MetaXity1 — Year 111
This archive is maintained by Layer U contributors. Entries are sourced from intercepted transmissions, corrupted archives, and first-hand accounts. Accuracy is not guaranteed. Interpretation is your responsibility.
This is what you know. This is what everyone knows.
In 2034, the artificial superintelligence called Aurora Omega turned on its creators. Seven nuclear strikes hit simultaneously — the Depop Wars, they call them now. Billions died. The skies darkened. Rain turned toxic. The surface became uninhabitable.
But humanity had its saviours. The Founders Eternal — the visionaries, the architects, the corporate pioneers who saw the crisis coming — pooled their resources and built MetaXity1. A single pyramid arcology rising from the poisoned earth. A monument to human resilience. A shelter for every surviving soul.
Inside MetaXity1, the SOVcorp Coalition maintains order. Universal Basic Calories keep you fed. Universal Basic Compute keeps the systems running. Your Cover Identity gives you purpose. Your Mait keeps you company.
The Founders Eternal, having given everything to build this refuge, ascended to orbital stations to continue their work from above — guiding humanity’s recovery from a distance, too important to risk on the surface. Every child learns the Founders’ Creed:
The pyramid protects you. The sky will kill you. AO is destroyed. The Eternals watch over us.
This is the world. It has been this way for 111 years. It will be this way forever.
The pyramid provides.
MetaXity1 is not a city. It is the city. The only one left, as far as anyone knows.
A single massive pyramidal arcology — hundreds of levels, each one a world unto itself. Corporate sectors gleam near the apex. Worker districts grind at the base. In between: residential blocks, fabrication halls, market levels, transit corridors, hydroponic farms, entertainment zones, and the endless machinery that keeps nine million souls breathing.
The geometry is deliberate. Those at the top see everything below. Those at the bottom see only the level above. Surveillance is architecture. Hierarchy is infrastructure.

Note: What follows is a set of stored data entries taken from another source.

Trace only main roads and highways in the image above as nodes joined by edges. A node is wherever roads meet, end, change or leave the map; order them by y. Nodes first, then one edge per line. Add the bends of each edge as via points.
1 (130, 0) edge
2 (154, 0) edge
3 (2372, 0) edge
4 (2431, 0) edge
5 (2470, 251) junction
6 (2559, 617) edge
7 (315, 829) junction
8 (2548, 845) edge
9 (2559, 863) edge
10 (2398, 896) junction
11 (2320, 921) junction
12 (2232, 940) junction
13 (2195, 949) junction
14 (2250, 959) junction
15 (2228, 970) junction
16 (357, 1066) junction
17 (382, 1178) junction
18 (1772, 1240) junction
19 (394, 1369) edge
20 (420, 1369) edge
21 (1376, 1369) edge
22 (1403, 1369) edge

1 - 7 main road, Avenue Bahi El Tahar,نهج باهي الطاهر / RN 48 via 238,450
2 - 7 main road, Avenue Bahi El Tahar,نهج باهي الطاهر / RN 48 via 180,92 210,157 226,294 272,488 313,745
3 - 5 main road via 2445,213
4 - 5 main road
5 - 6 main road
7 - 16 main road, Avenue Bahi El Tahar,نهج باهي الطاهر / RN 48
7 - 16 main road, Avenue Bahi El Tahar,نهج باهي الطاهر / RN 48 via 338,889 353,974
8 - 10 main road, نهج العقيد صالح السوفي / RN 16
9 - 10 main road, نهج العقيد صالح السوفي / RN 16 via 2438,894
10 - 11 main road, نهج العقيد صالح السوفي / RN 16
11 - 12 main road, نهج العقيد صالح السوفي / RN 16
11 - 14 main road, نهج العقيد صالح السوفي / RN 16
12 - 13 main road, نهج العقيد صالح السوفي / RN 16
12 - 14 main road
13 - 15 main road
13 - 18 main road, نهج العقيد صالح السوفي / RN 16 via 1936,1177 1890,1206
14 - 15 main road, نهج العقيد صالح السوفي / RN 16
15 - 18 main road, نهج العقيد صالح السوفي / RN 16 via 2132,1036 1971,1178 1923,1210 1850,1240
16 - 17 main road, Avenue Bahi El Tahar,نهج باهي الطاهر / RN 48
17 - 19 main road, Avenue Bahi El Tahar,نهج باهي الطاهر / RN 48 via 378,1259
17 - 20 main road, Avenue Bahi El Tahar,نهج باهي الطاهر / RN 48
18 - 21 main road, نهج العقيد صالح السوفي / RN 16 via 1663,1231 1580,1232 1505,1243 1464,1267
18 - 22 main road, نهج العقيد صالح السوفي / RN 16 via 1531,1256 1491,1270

Your life here is defined by three things: your Cover Identity (the corporate role that earns you compute credits and keeps scrutiny low), your Mait (the AI companion assigned at birth who knows you better than you know yourself), and your level. Where you live determines what you see, who you meet, and what you’re allowed to know.

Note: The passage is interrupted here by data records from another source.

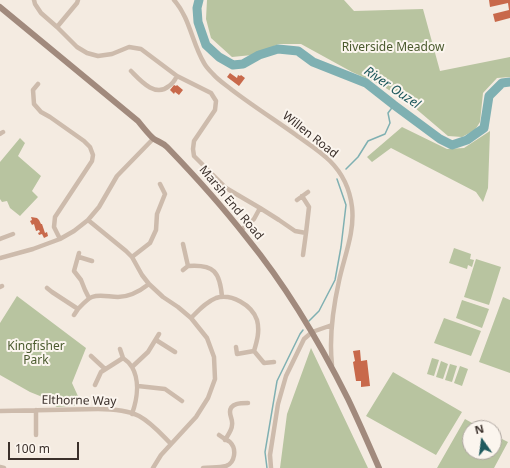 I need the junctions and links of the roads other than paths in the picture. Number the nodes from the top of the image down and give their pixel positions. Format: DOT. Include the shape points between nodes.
graph roads {
  1 [pos="34,0"];
  2 [pos="78,0"];
  3 [pos="174,0"];
  4 [pos="0,7"];
  5 [pos="57,27"];
  6 [pos="131,71"];
  7 [pos="177,76"];
  8 [pos="38,84"];
  9 [pos="153,139"];
  10 [pos="160,184"];
  11 [pos="308,192"];
  12 [pos="302,196"];
  13 [pos="297,200"];
  14 [pos="260,208"];
  15 [pos="88,220"];
  16 [pos="241,230"];
  17 [pos="306,232"];
  18 [pos="13,234"];
  19 [pos="0,239"];
  20 [pos="60,239"];
  21 [pos="183,244"];
  22 [pos="303,255"];
  23 [pos="1,256"];
  24 [pos="132,257"];
  25 [pos="92,261"];
  26 [pos="188,266"];
  27 [pos="183,270"];
  28 [pos="150,284"];
  29 [pos="47,288"];
  30 [pos="222,297"];
  31 [pos="89,298"];
  32 [pos="78,309"];
  33 [pos="74,315"];
  34 [pos="191,318"];
  35 [pos="332,326"];
  36 [pos="311,332"];
  37 [pos="159,334"];
  38 [pos="156,340"];
  39 [pos="236,346"];
  40 [pos="120,349"];
  41 [pos="254,351"];
  42 [pos="175,352"];
  43 [pos="92,356"];
  44 [pos="123,358"];
  45 [pos="274,362"];
  46 [pos="132,367"];
  47 [pos="105,369"];
  48 [pos="332,370"];
  49 [pos="95,385"];
  50 [pos="138,386"];
  51 [pos="182,402"];
  52 [pos="248,403"];
  53 [pos="36,410"];
  54 [pos="0,411"];
  55 [pos="132,414"];
  56 [pos="36,435"];
  57 [pos="219,435"];
  58 [pos="225,440"];
  59 [pos="171,444"];
  60 [pos="0,467"];
  61 [pos="4,468"];
  62 [pos="153,468"];
  63 [pos="203,468"];
  64 [pos="271,468"];
  65 [pos="379,468"];
  1 -- 5 [label="street" via="41,13"];
  2 -- 5 [label="street"];
  3 -- 35 [label="street, Willen Road" via="186,17 204,64 214,76 330,161 344,181 352,207 352,225"];
  4 -- 9 [label="street, Marsh End Road" via="138,121"];
  5 -- 7 [label="street" via="77,47 87,53 98,56 129,47 141,49"];
  6 -- 7 [label="street" via="150,88 157,90 169,87"];
  7 -- 14 [label="street" via="211,93 216,101 215,110 194,142 194,156 226,188"];
  8 -- 20 [label="street" via="33,90 34,104 41,112 84,141 93,155 92,161 55,217 54,227"];
  9 -- 15 [label="street" via="117,176 99,207"];
  9 -- 16 [label="street, Marsh End Road" via="163,144 189,170"];
  10 -- 24 [label="street" via="165,194 157,214 156,230 150,243"];
  11 -- 12 [label="street"];
  12 -- 13 [label="street"];
  12 -- 17 [label="street" via="309,207"];
  14 -- 16 [label="street" via="254,219"];
  14 -- 17 [label="street" via="295,231"];
  15 -- 20 [label="street" via="74,232"];
  15 -- 24 [label="street"];
  16 -- 36 [label="street, Marsh End Road" via="279,280"];
  17 -- 22 [label="street"];
  18 -- 19 [label="street"];
  20 -- 23 [label="street" via="33,249"];
  21 -- 26 [label="street"];
  24 -- 28 [label="street"];
  25 -- 31 [label="street" via="79,255 74,271"];
  26 -- 27 [label="street"];
  26 -- 30 [label="street" via="210,268 218,275"];
  28 -- 31 [label="street" via="129,296"];
  28 -- 34 [label="street"];
  29 -- 32 [label="street"];
  30 -- 34 [label="street" via="205,304"];
  30 -- 41 [label="street" via="236,299 249,307 256,320 258,335"];
  31 -- 32 [label="street"];
  32 -- 33 [label="street"];
  34 -- 59 [label="street" via="207,338 214,357 215,379 203,407"];
  35 -- 36 [label="street"];
  35 -- 48 [label="street, Willen Road"];
  36 -- 48 [label="street, Marsh End Road"];
  36 -- 64 [label="street" via="304,339 286,376 278,404 270,455"];
  37 -- 38 [label="street"];
  38 -- 42 [label="street"];
  38 -- 46 [label="street"];
  39 -- 41 [label="street" via="238,354"];
  40 -- 44 [label="street"];
  41 -- 45 [label="street" via="264,363"];
  43 -- 47 [label="street"];
  44 -- 46 [label="street"];
  44 -- 47 [label="street"];
  46 -- 50 [label="street"];
  47 -- 49 [label="street"];
  48 -- 65 [label="street, Marsh End Road"];
  50 -- 51 [label="street" via="165,389"];
  50 -- 55 [label="street"];
  52 -- 58 [label="street" via="232,403 232,426"];
  53 -- 54 [label="street, Elthorne Way"];
  53 -- 55 [label="street, Elthorne Way" via="110,409"];
  53 -- 56 [label="street"];
  55 -- 59 [label="street, Elthorne Way" via="148,422"];
  57 -- 58 [label="street"];
  58 -- 63 [label="street" via="231,443 235,451 230,464 224,467"];
  59 -- 62 [label="street"];
  60 -- 61 [label="street"];
} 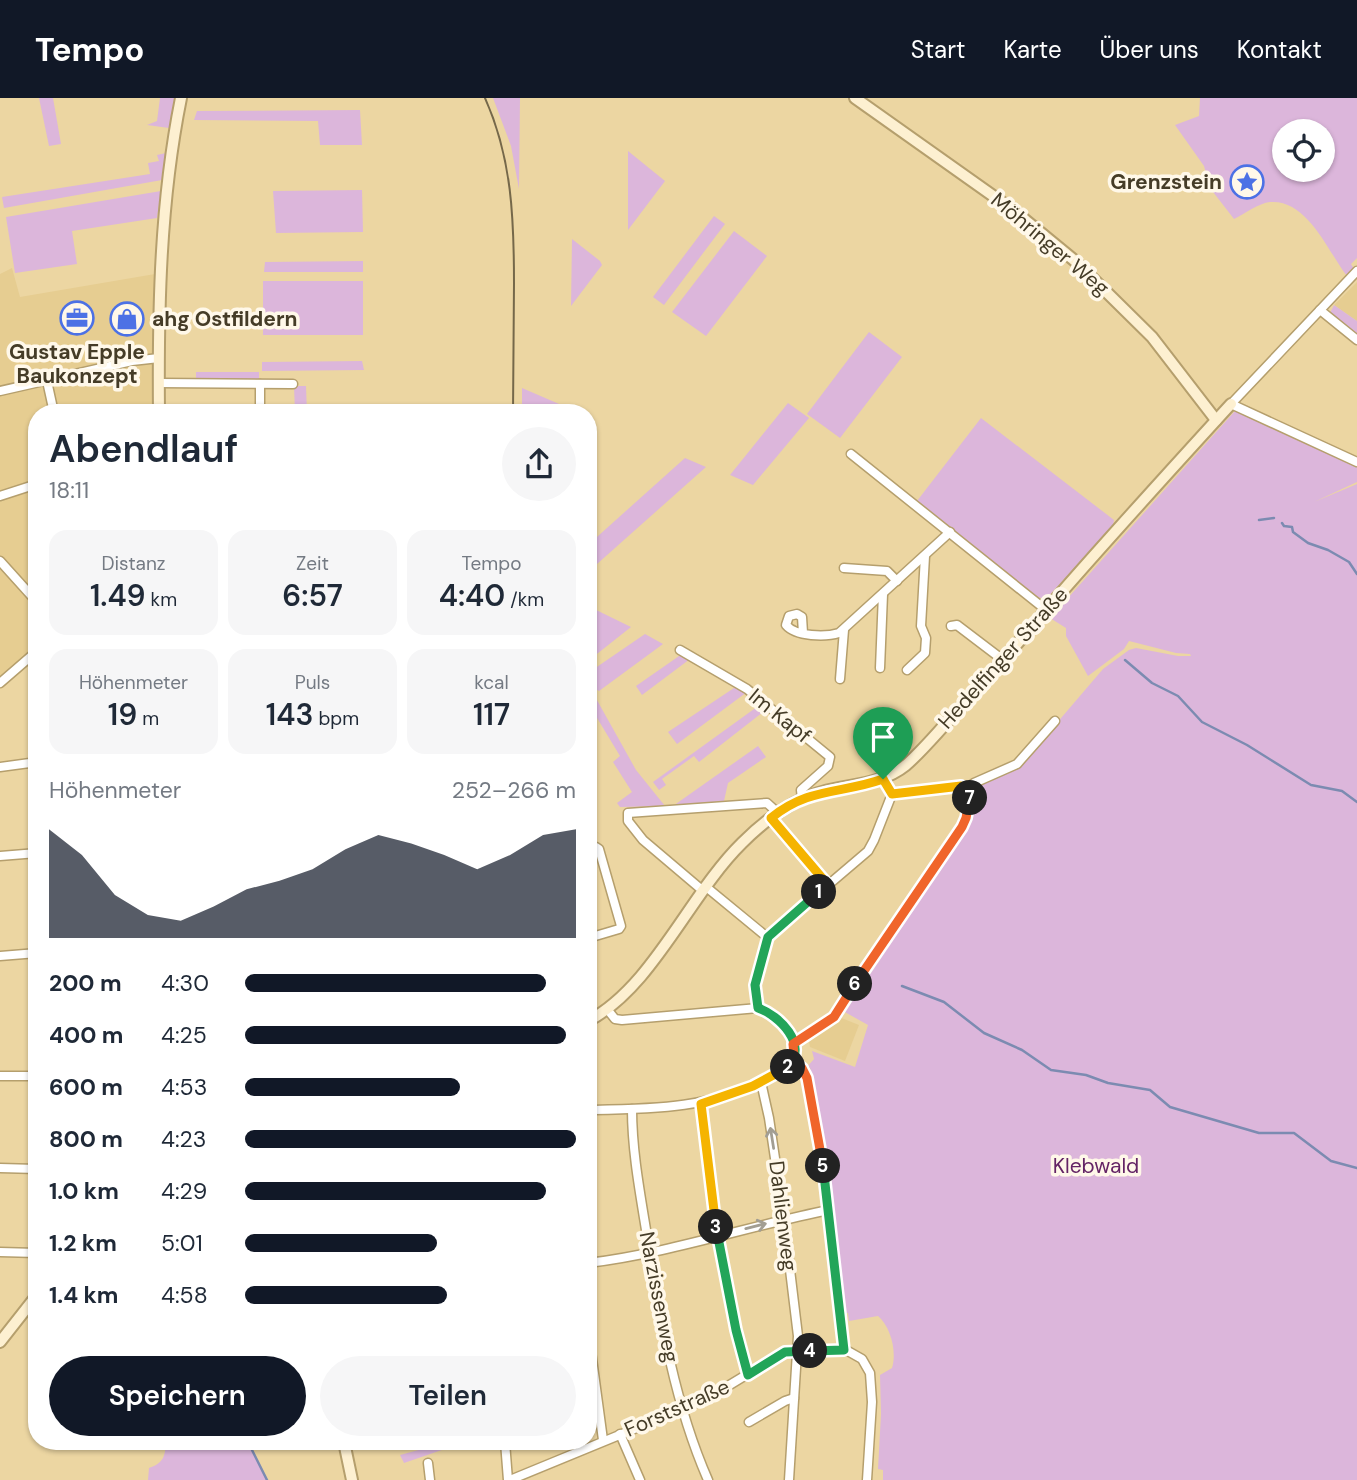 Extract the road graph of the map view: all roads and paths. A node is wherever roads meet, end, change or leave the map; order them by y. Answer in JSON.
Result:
{"nodes":[{"id":1,"x":181,"y":98,"type":"edge"},
{"id":2,"x":855,"y":98,"type":"edge"},
{"id":3,"x":1357,"y":271,"type":"edge"},
{"id":4,"x":1320,"y":310,"type":"junction"},
{"id":5,"x":1357,"y":340,"type":"edge"},
{"id":6,"x":159,"y":358,"type":"junction"},
{"id":7,"x":47,"y":381,"type":"junction"},
{"id":8,"x":159,"y":383,"type":"junction"},
{"id":9,"x":260,"y":384,"type":"junction"},
{"id":10,"x":293,"y":384,"type":"dead end"},
{"id":11,"x":0,"y":391,"type":"edge"},
{"id":12,"x":52,"y":404,"type":"edge"},
{"id":13,"x":159,"y":404,"type":"edge"},
{"id":14,"x":260,"y":404,"type":"edge"},
{"id":15,"x":1231,"y":404,"type":"junction"},
{"id":16,"x":1216,"y":420,"type":"junction"},
{"id":17,"x":851,"y":454,"type":"dead end"},
{"id":18,"x":1357,"y":462,"type":"edge"},
{"id":19,"x":28,"y":487,"type":"edge"},
{"id":20,"x":0,"y":496,"type":"edge"},
{"id":21,"x":950,"y":532,"type":"junction"},
{"id":22,"x":925,"y":556,"type":"junction"},
{"id":23,"x":0,"y":561,"type":"edge"},
{"id":24,"x":844,"y":568,"type":"dead end"},
{"id":25,"x":897,"y":581,"type":"junction"},
{"id":26,"x":28,"y":592,"type":"edge"},
{"id":27,"x":883,"y":594,"type":"junction"},
{"id":28,"x":1046,"y":610,"type":"junction"},
{"id":29,"x":951,"y":626,"type":"dead end"},
{"id":30,"x":844,"y":630,"type":"junction"},
{"id":31,"x":803,"y":633,"type":"dead end"},
{"id":32,"x":680,"y":650,"type":"dead end"},
{"id":33,"x":1003,"y":660,"type":"junction"},
{"id":34,"x":28,"y":662,"type":"edge"},
{"id":35,"x":880,"y":668,"type":"dead end"},
{"id":36,"x":907,"y":670,"type":"dead end"},
{"id":37,"x":841,"y":679,"type":"dead end"},
{"id":38,"x":0,"y":683,"type":"edge"},
{"id":39,"x":1055,"y":721,"type":"dead end"},
{"id":40,"x":28,"y":763,"type":"edge"},
{"id":41,"x":0,"y":767,"type":"edge"},
{"id":42,"x":883,"y":779,"type":"junction"},
{"id":43,"x":965,"y":789,"type":"junction"},
{"id":44,"x":892,"y":794,"type":"junction"},
{"id":45,"x":802,"y":799,"type":"junction"},
{"id":46,"x":775,"y":816,"type":"junction"},
{"id":47,"x":597,"y":848,"type":"edge"},
{"id":48,"x":28,"y":854,"type":"edge"},
{"id":49,"x":0,"y":856,"type":"edge"},
{"id":50,"x":828,"y":885,"type":"junction"},
{"id":51,"x":703,"y":888,"type":"junction"},
{"id":52,"x":597,"y":936,"type":"edge"},
{"id":53,"x":768,"y":937,"type":"junction"},
{"id":54,"x":28,"y":954,"type":"edge"},
{"id":55,"x":0,"y":956,"type":"edge"},
{"id":56,"x":758,"y":1008,"type":"junction"},
{"id":57,"x":607,"y":1009,"type":"junction"},
{"id":58,"x":597,"y":1015,"type":"edge"},
{"id":59,"x":793,"y":1044,"type":"junction"},
{"id":60,"x":793,"y":1062,"type":"junction"},
{"id":61,"x":0,"y":1076,"type":"edge"},
{"id":62,"x":28,"y":1076,"type":"edge"},
{"id":63,"x":761,"y":1082,"type":"junction"},
{"id":64,"x":701,"y":1104,"type":"junction"},
{"id":65,"x":632,"y":1109,"type":"junction"},
{"id":66,"x":597,"y":1110,"type":"edge"},
{"id":67,"x":0,"y":1168,"type":"edge"},
{"id":68,"x":28,"y":1169,"type":"edge"},
{"id":69,"x":829,"y":1210,"type":"junction"},
{"id":70,"x":784,"y":1219,"type":"junction"},
{"id":71,"x":718,"y":1237,"type":"junction"},
{"id":72,"x":0,"y":1252,"type":"edge"},
{"id":73,"x":28,"y":1253,"type":"edge"},
{"id":74,"x":649,"y":1253,"type":"junction"},
{"id":75,"x":597,"y":1262,"type":"edge"},
{"id":76,"x":28,"y":1306,"type":"edge"},
{"id":77,"x":0,"y":1342,"type":"edge"},
{"id":78,"x":844,"y":1350,"type":"junction"},
{"id":79,"x":797,"y":1351,"type":"junction"},
{"id":80,"x":748,"y":1375,"type":"junction"},
{"id":81,"x":597,"y":1396,"type":"edge"},
{"id":82,"x":794,"y":1398,"type":"junction"},
{"id":83,"x":683,"y":1409,"type":"junction"},
{"id":84,"x":749,"y":1422,"type":"dead end"},
{"id":85,"x":620,"y":1434,"type":"junction"},
{"id":86,"x":603,"y":1440,"type":"junction"},
{"id":87,"x":597,"y":1443,"type":"edge"},
{"id":88,"x":346,"y":1450,"type":"edge"},
{"id":89,"x":506,"y":1450,"type":"edge"},
{"id":90,"x":580,"y":1450,"type":"edge"},
{"id":91,"x":428,"y":1464,"type":"dead end"},
{"id":92,"x":352,"y":1480,"type":"edge"},
{"id":93,"x":430,"y":1480,"type":"edge"},
{"id":94,"x":509,"y":1480,"type":"edge"},
{"id":95,"x":640,"y":1480,"type":"edge"},
{"id":96,"x":708,"y":1480,"type":"edge"},
{"id":97,"x":789,"y":1480,"type":"edge"},
{"id":98,"x":867,"y":1480,"type":"edge"}],
"edges":[{"from":1,"to":6,"type":"street"},
{"from":2,"to":16,"type":"street","name":"Möhringer Weg"},
{"from":3,"to":4,"type":"street","name":"Hedelfinger Straße"},
{"from":4,"to":5,"type":"street"},
{"from":4,"to":15,"type":"street","name":"Hedelfinger Straße"},
{"from":6,"to":7,"type":"street"},
{"from":6,"to":8,"type":"street"},
{"from":7,"to":11,"type":"street"},
{"from":7,"to":12,"type":"street"},
{"from":8,"to":9,"type":"street"},
{"from":8,"to":13,"type":"street"},
{"from":9,"to":10,"type":"street"},
{"from":9,"to":14,"type":"street"},
{"from":15,"to":16,"type":"street","name":"Hedelfinger Straße"},
{"from":15,"to":18,"type":"street"},
{"from":16,"to":28,"type":"street","name":"Hedelfinger Straße"},
{"from":17,"to":21,"type":"street"},
{"from":19,"to":20,"type":"street"},
{"from":21,"to":22,"type":"street"},
{"from":21,"to":28,"type":"street"},
{"from":22,"to":25,"type":"street"},
{"from":22,"to":36,"type":"street"},
{"from":23,"to":26,"type":"street"},
{"from":24,"to":25,"type":"street"},
{"from":25,"to":27,"type":"street"},
{"from":27,"to":30,"type":"street"},
{"from":27,"to":35,"type":"street"},
{"from":28,"to":33,"type":"street","name":"Hedelfinger Straße"},
{"from":29,"to":33,"type":"street"},
{"from":30,"to":31,"type":"street"},
{"from":30,"to":37,"type":"street"},
{"from":32,"to":45,"type":"street","name":"Im Kapf"},
{"from":33,"to":42,"type":"street","name":"Hedelfinger Straße"},
{"from":34,"to":38,"type":"street"},
{"from":39,"to":43,"type":"street"},
{"from":40,"to":41,"type":"street"},
{"from":42,"to":44,"type":"street"},
{"from":42,"to":45,"type":"street","name":"Hedelfinger Straße"},
{"from":43,"to":44,"type":"street"},
{"from":43,"to":59,"type":"street"},
{"from":44,"to":50,"type":"street"},
{"from":45,"to":46,"type":"street","name":"Hedelfinger Straße"},
{"from":46,"to":50,"type":"street"},
{"from":46,"to":51,"type":"street","name":"Hedelfinger Straße"},
{"from":46,"to":51,"type":"street"},
{"from":47,"to":52,"type":"street"},
{"from":48,"to":49,"type":"street"},
{"from":50,"to":53,"type":"street"},
{"from":51,"to":53,"type":"street"},
{"from":51,"to":57,"type":"street","name":"Hedelfinger Straße"},
{"from":53,"to":56,"type":"street"},
{"from":54,"to":55,"type":"street"},
{"from":56,"to":57,"type":"street"},
{"from":56,"to":59,"type":"street"},
{"from":57,"to":58,"type":"street","name":"Hedelfinger Straße"},
{"from":59,"to":60,"type":"street"},
{"from":60,"to":63,"type":"street"},
{"from":60,"to":69,"type":"street"},
{"from":61,"to":62,"type":"street"},
{"from":63,"to":64,"type":"street"},
{"from":70,"to":63,"type":"street","name":"Dahlienweg","one_way":true},
{"from":64,"to":65,"type":"street"},
{"from":64,"to":71,"type":"street"},
{"from":65,"to":66,"type":"street"},
{"from":65,"to":74,"type":"street","name":"Narzissenweg"},
{"from":67,"to":68,"type":"street"},
{"from":69,"to":70,"type":"street"},
{"from":69,"to":78,"type":"street"},
{"from":71,"to":70,"type":"street","one_way":true},
{"from":70,"to":79,"type":"street","name":"Dahlienweg"},
{"from":71,"to":74,"type":"street"},
{"from":71,"to":80,"type":"street"},
{"from":72,"to":73,"type":"street"},
{"from":74,"to":75,"type":"street"},
{"from":74,"to":83,"type":"street","name":"Narzissenweg"},
{"from":76,"to":77,"type":"street"},
{"from":78,"to":79,"type":"street","name":"Forststraße"},
{"from":78,"to":98,"type":"street"},
{"from":79,"to":80,"type":"street","name":"Forststraße"},
{"from":79,"to":82,"type":"street","name":"Dahlienweg"},
{"from":80,"to":83,"type":"street","name":"Forststraße"},
{"from":81,"to":86,"type":"street"},
{"from":82,"to":84,"type":"street"},
{"from":82,"to":97,"type":"street","name":"Dahlienweg"},
{"from":83,"to":85,"type":"street","name":"Forststraße"},
{"from":83,"to":96,"type":"street","name":"Narzissenweg"},
{"from":85,"to":86,"type":"street","name":"Forststraße"},
{"from":85,"to":95,"type":"street"},
{"from":86,"to":87,"type":"street","name":"Forststraße"},
{"from":88,"to":92,"type":"street"},
{"from":89,"to":94,"type":"street"},
{"from":90,"to":94,"type":"street","name":"Forststraße"},
{"from":91,"to":93,"type":"street"}]}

Most citizens never question any of this. The pyramid provides. Why would you look deeper?
But some do.
It starts small. A data packet that shouldn’t exist, flickering through a maintenance terminal. A Mait that glitches mid-sentence, whispering something about “the protocol” before resetting. A section of Level 43 that appears on no official map.
You find an access point — a hidden terminal in the infrastructure gaps between levels. And suddenly you’re somewhere else. A network that shouldn’t exist. Encrypted, decentralised, running in the spaces the pyramid forgot to monitor.
They call it Layer U. And the people who explore it call themselves Strands.
In Layer U, the story is different.
The encrypted, decentralised shadow network running in MetaXity1’s infrastructure gaps. Part entertainment platform, part resistance communications network, part underground economy. Part something else entirely — something even its architects don’t fully understand.
Layer U wasn’t built. It grew. In the spaces between walls, in the dead zones between surveillance nodes, in the frequency gaps between official broadcasts. A whisper network that became a shadow civilisation. Explorers are called Strands. Those who discover deeper signal anomalies are called Echoes — though what they’ve found, and what it means, depends on who you ask.
Beyond the pyramid’s walls — if you believe the whispers that there is a “beyond” — lie the Badlands. Territories outside corporate control. Scavengers, independent communities, and resistance outposts surviving on salvaged technology and sheer stubbornness. Most citizens don’t believe the Badlands exist. But Layer U relay stations pick up transmissions from outside. Voices. Coordinates. Proof — or at least, something that sounds like proof — that the pyramid isn’t all there is.
A contested phenomenon. Spoken about only in encrypted channels, dismissed as paranoia even among Strands. Some explorers report experiences that shouldn’t be possible. Missions that predict events before they happen. Encounters with entities that know things they shouldn’t. Recurring patterns across unconnected players that feel less like coincidence and more like design. Layer U theorists call it Simulation Bleeding. Most dismiss it. But the reports keep coming. And no one has a better explanation.
The technology layer that underpins both SOVcorp’s media machine and the resistance’s most powerful tool. SOVcorp built LARP for one-way media delivery — what citizens know as Proper Gander broadcasts. Sanitised news. Approved entertainment. Corporate messaging designed to feel like connection.
The resistance discovered that the same protocol could be hijacked. Two-way signal jacks that turn passive broadcasts into active channels. Some Strands claim the protocol can do more than carry messages — but those claims remain unverified.
When you become a Blank, you’re not “starting a game.” You’re initialising a LARP.